Ей все стало понятно теперь. Толстая, рыжая, с веснушками на груди и на руках, она, конечно, не могла сравниться с этой дородной, румяной девкой, которая пригрелась под бочком у ее слабохарактерного мужа Стефана Абрамыча.
Упреки жены, всхлипывания ее Нестеров воспринимал, как нечто совершенно к нему не относящееся. Продолжал неторопливо, с достоинством наливать и выпивать брагу, пьяно улыбаясь своим мыслям. Один раз даже про себя сказал вслух: "Я еще им покажу!.. Обождите!" Жена оглядывала его со всех сторон, как чудо какое заморское, а он, как бы очнувшись, пьяными глазами взглянул на нее и небрежно бросил:
- Уйди! Не мешай думать.
- Ах ты, бесчувственная колода! - налетела на него Параскева Яковлевна. И пошла... и пошла... Тут только Нестеров почувствовал, что, действительно, к нему приехала жена.
После веселой беспечной жизни во дворце и милостивого обхождения царицы таким неприветливым, скудоумным и холопским показался ей Нижний, а муж совершенно неприемлемым после молодого сержанта Семеновского полка.

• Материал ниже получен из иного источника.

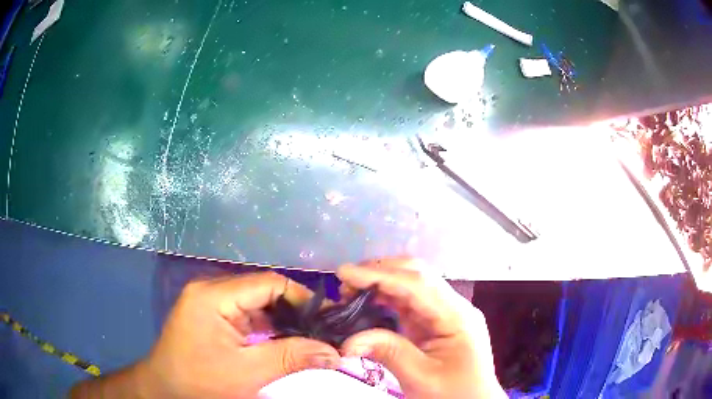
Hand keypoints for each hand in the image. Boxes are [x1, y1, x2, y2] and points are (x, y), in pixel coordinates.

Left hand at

Пьяный, небритый. Как только могла она за него выйти замуж? Удивительно! И жалела она, зачем сюда приехала.
"Противный-то, противный, - думала она, - да еще пакостником оказался, мухобоем и повесой, омерзелым плутом. То ли дело сержант Митя! Молодой, красивый, умный, в вечной любви каждый раз клялся. Интересно! Никогда не забудешь его ласк. Всю жизнь во сне будут сниться. Лучше не думать!"